Every line below needs to be transcribed without alteration, and no image may be carried over.

##### INPUT DATA

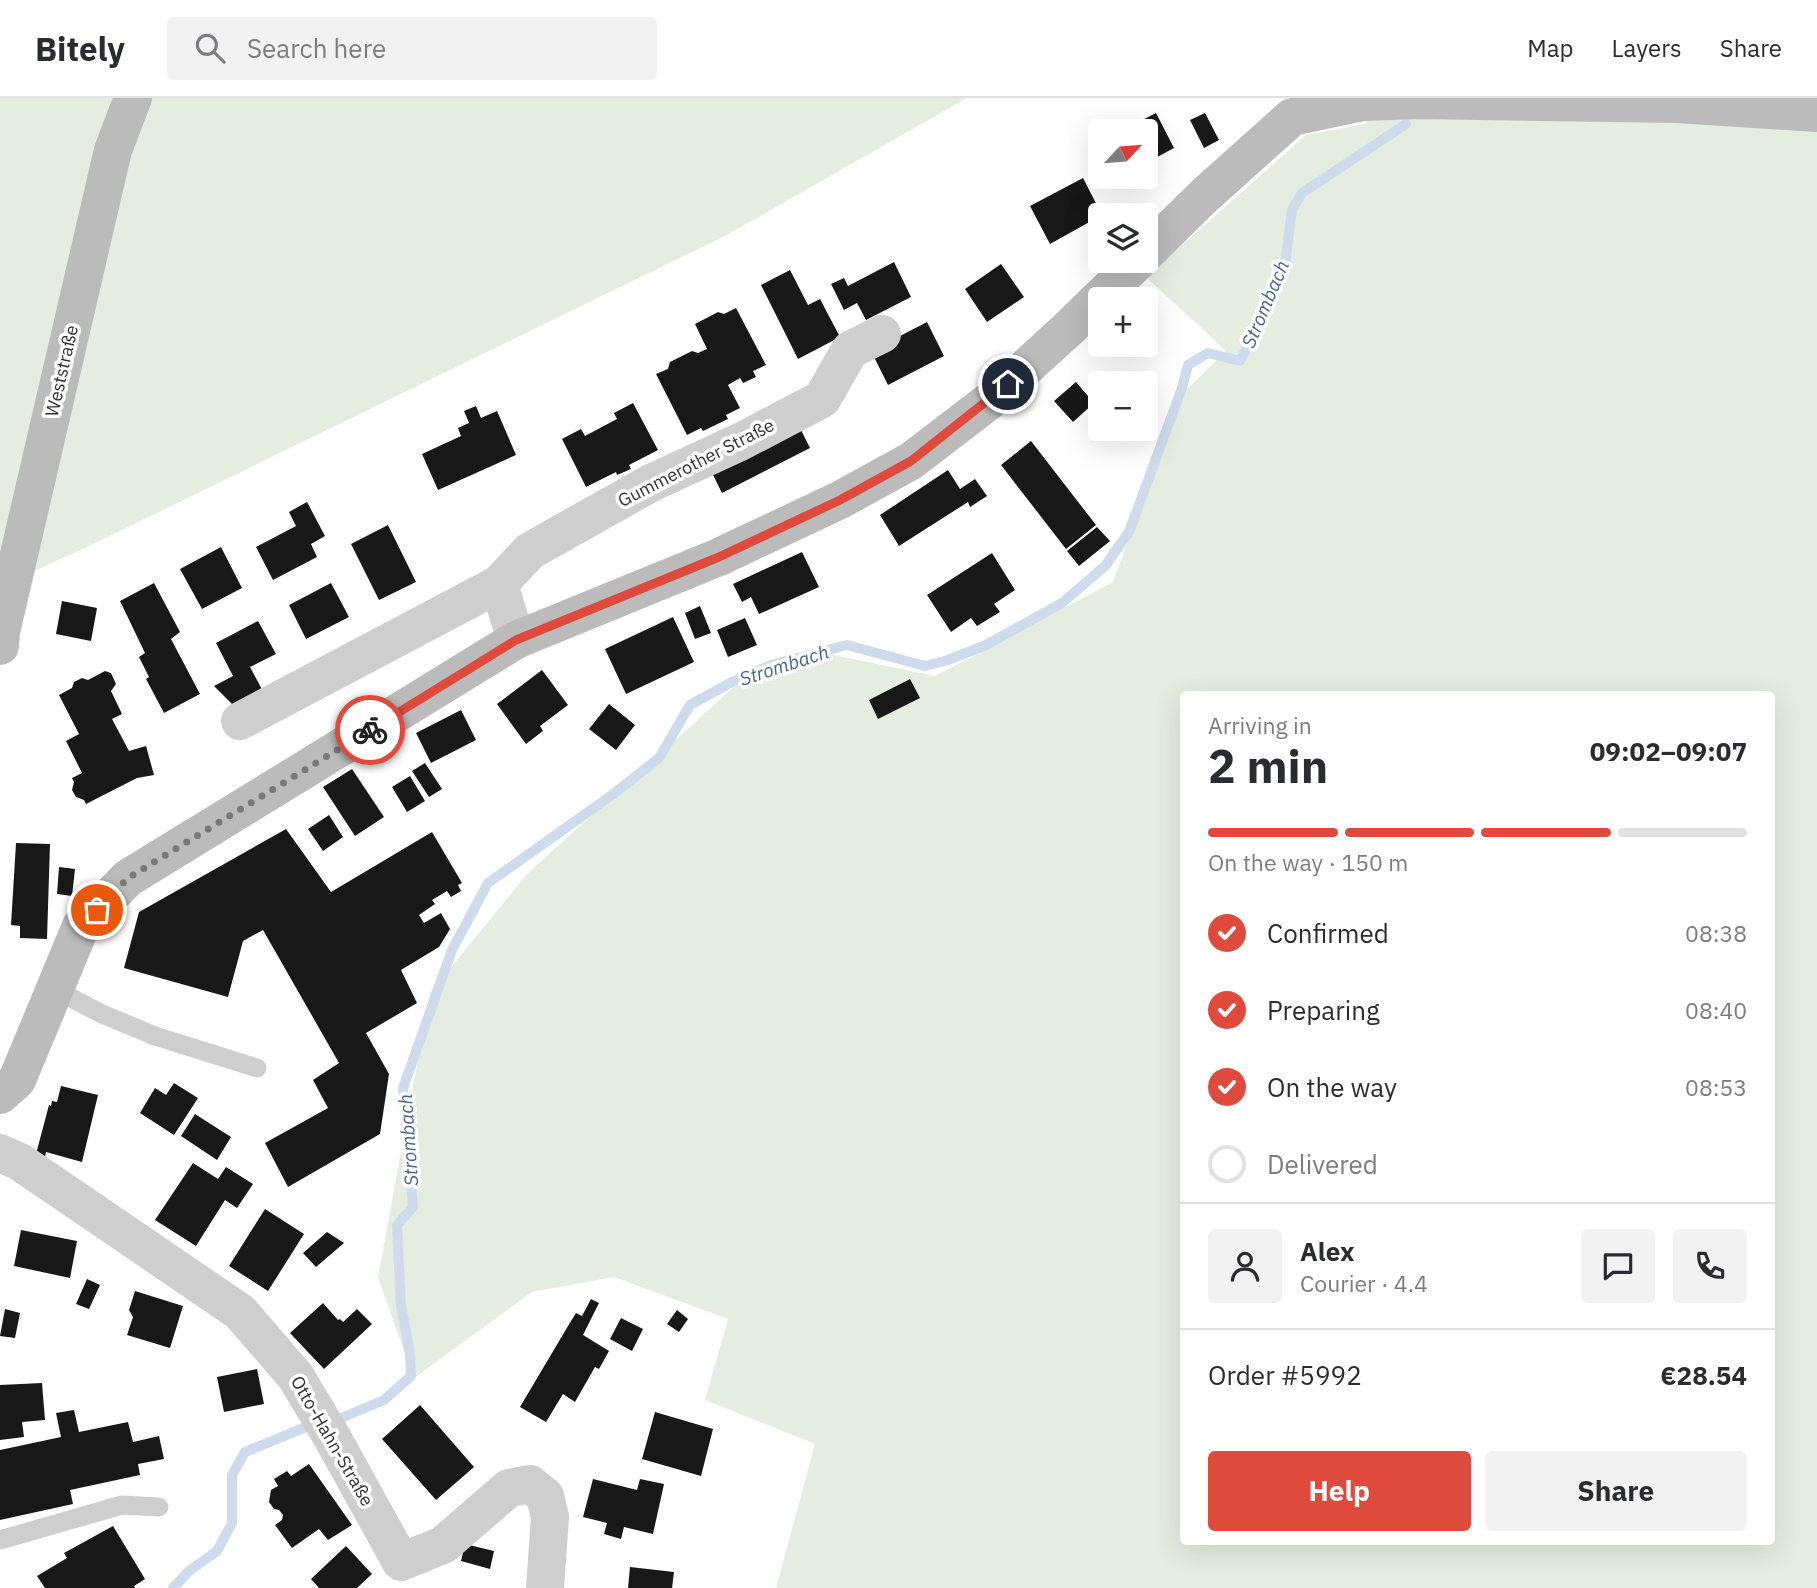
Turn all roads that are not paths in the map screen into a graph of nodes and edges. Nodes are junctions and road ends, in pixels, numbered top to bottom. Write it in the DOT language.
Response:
graph roads {
  1 [pos="133,98"];
  2 [pos="1817,113"];
  3 [pos="1158,241"];
  4 [pos="1126,273"];
  5 [pos="882,334"];
  6 [pos="499,584"];
  7 [pos="516,640"];
  8 [pos="0,646"];
  9 [pos="240,721"];
  10 [pos="54,989"];
  11 [pos="257,1068"];
  12 [pos="0,1095"];
  13 [pos="0,1153"];
  14 [pos="159,1507"];
  15 [pos="0,1539"];
  16 [pos="397,1575"];
  17 [pos="545,1588"];
  1 -- 8 [label="street, Weststraße"];
  2 -- 3 [label="street"];
  4 -- 7 [label="street"];
  5 -- 6 [label="street, Gummerother Straße"];
  6 -- 7 [label="street"];
  6 -- 9 [label="street, Gummerother Straße"];
  7 -- 10 [label="street"];
  10 -- 11 [label="lane"];
  10 -- 12 [label="street"];
  13 -- 16 [label="street, Otto-Hahn-Straße"];
  14 -- 15 [label="lane"];
  16 -- 17 [label="street, Otto-Hahn-Straße"];
}
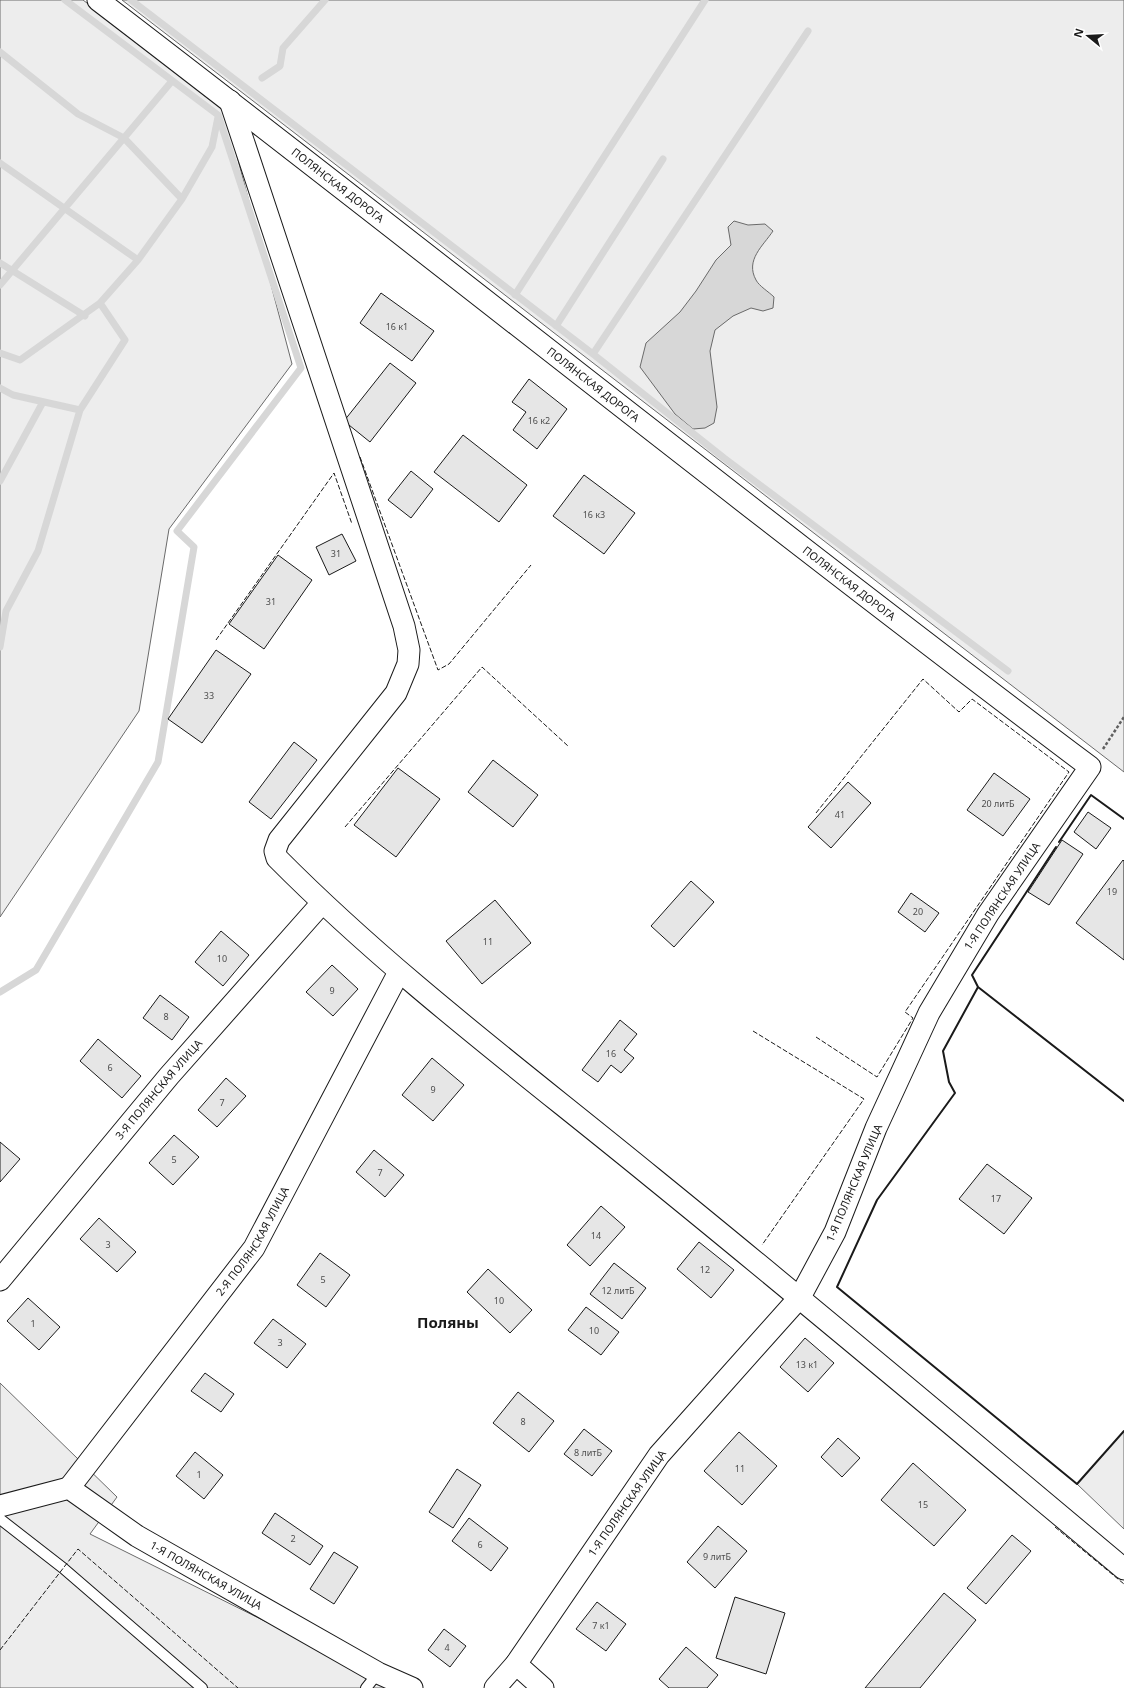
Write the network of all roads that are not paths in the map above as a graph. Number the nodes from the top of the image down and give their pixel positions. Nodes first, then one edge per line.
1 (98, 0) edge
2 (230, 101) junction
3 (1090, 767) joint
4 (322, 904) junction
5 (399, 972) junction
6 (0, 1280) edge
7 (800, 1297) junction
8 (69, 1488) junction
9 (0, 1506) edge
10 (0, 1519) edge
11 (1124, 1569) edge
12 (516, 1664) junction
13 (372, 1681) edge
14 (202, 1688) edge
15 (412, 1688) edge
16 (495, 1688) edge
17 (543, 1688) edge

1 - 2 street, ПОЛЯНСКАЯ ДОРОГА
2 - 3 street, ПОЛЯНСКАЯ ДОРОГА
2 - 4 street
3 - 7 street, 1-Я ПОЛЯНСКАЯ УЛИЦА
4 - 5 street
4 - 6 street, 3-Я ПОЛЯНСКАЯ УЛИЦА
5 - 7 street
5 - 8 street, 2-Я ПОЛЯНСКАЯ УЛИЦА
7 - 11 street
7 - 12 street, 1-Я ПОЛЯНСКАЯ УЛИЦА
8 - 9 street
8 - 13 street, 1-Я ПОЛЯНСКАЯ УЛИЦА
10 - 14 lane
12 - 16 street, 1-Я ПОЛЯНСКАЯ УЛИЦА
12 - 17 street
13 - 15 street, 1-Я ПОЛЯНСКАЯ УЛИЦА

##########

## SOLUTION TO THE PROBLEM
Turn all roads that are not paths in the map screen into a graph of nodes and edges. Nodes are junctions and road ends, in pixels, numbered top to bottom. Write it in the DOT language.
Response:
graph roads {
  1 [pos="133,98"];
  2 [pos="1817,113"];
  3 [pos="1158,241"];
  4 [pos="1126,273"];
  5 [pos="882,334"];
  6 [pos="499,584"];
  7 [pos="516,640"];
  8 [pos="0,646"];
  9 [pos="240,721"];
  10 [pos="54,989"];
  11 [pos="257,1068"];
  12 [pos="0,1095"];
  13 [pos="0,1153"];
  14 [pos="159,1507"];
  15 [pos="0,1539"];
  16 [pos="397,1575"];
  17 [pos="545,1588"];
  1 -- 8 [label="street, Weststraße"];
  2 -- 3 [label="street"];
  4 -- 7 [label="street"];
  5 -- 6 [label="street, Gummerother Straße"];
  6 -- 7 [label="street"];
  6 -- 9 [label="street, Gummerother Straße"];
  7 -- 10 [label="street"];
  10 -- 11 [label="lane"];
  10 -- 12 [label="street"];
  13 -- 16 [label="street, Otto-Hahn-Straße"];
  14 -- 15 [label="lane"];
  16 -- 17 [label="street, Otto-Hahn-Straße"];
}
Write the network of all roads that are not paths in the map above as a graph. Number the nodes from the top of the image down and give their pixel positions. Nodes first, then one edge per line.
1 (98, 0) edge
2 (230, 101) junction
3 (1090, 767) joint
4 (322, 904) junction
5 (399, 972) junction
6 (0, 1280) edge
7 (800, 1297) junction
8 (69, 1488) junction
9 (0, 1506) edge
10 (0, 1519) edge
11 (1124, 1569) edge
12 (516, 1664) junction
13 (372, 1681) edge
14 (202, 1688) edge
15 (412, 1688) edge
16 (495, 1688) edge
17 (543, 1688) edge

1 - 2 street, ПОЛЯНСКАЯ ДОРОГА
2 - 3 street, ПОЛЯНСКАЯ ДОРОГА
2 - 4 street
3 - 7 street, 1-Я ПОЛЯНСКАЯ УЛИЦА
4 - 5 street
4 - 6 street, 3-Я ПОЛЯНСКАЯ УЛИЦА
5 - 7 street
5 - 8 street, 2-Я ПОЛЯНСКАЯ УЛИЦА
7 - 11 street
7 - 12 street, 1-Я ПОЛЯНСКАЯ УЛИЦА
8 - 9 street
8 - 13 street, 1-Я ПОЛЯНСКАЯ УЛИЦА
10 - 14 lane
12 - 16 street, 1-Я ПОЛЯНСКАЯ УЛИЦА
12 - 17 street
13 - 15 street, 1-Я ПОЛЯНСКАЯ УЛИЦА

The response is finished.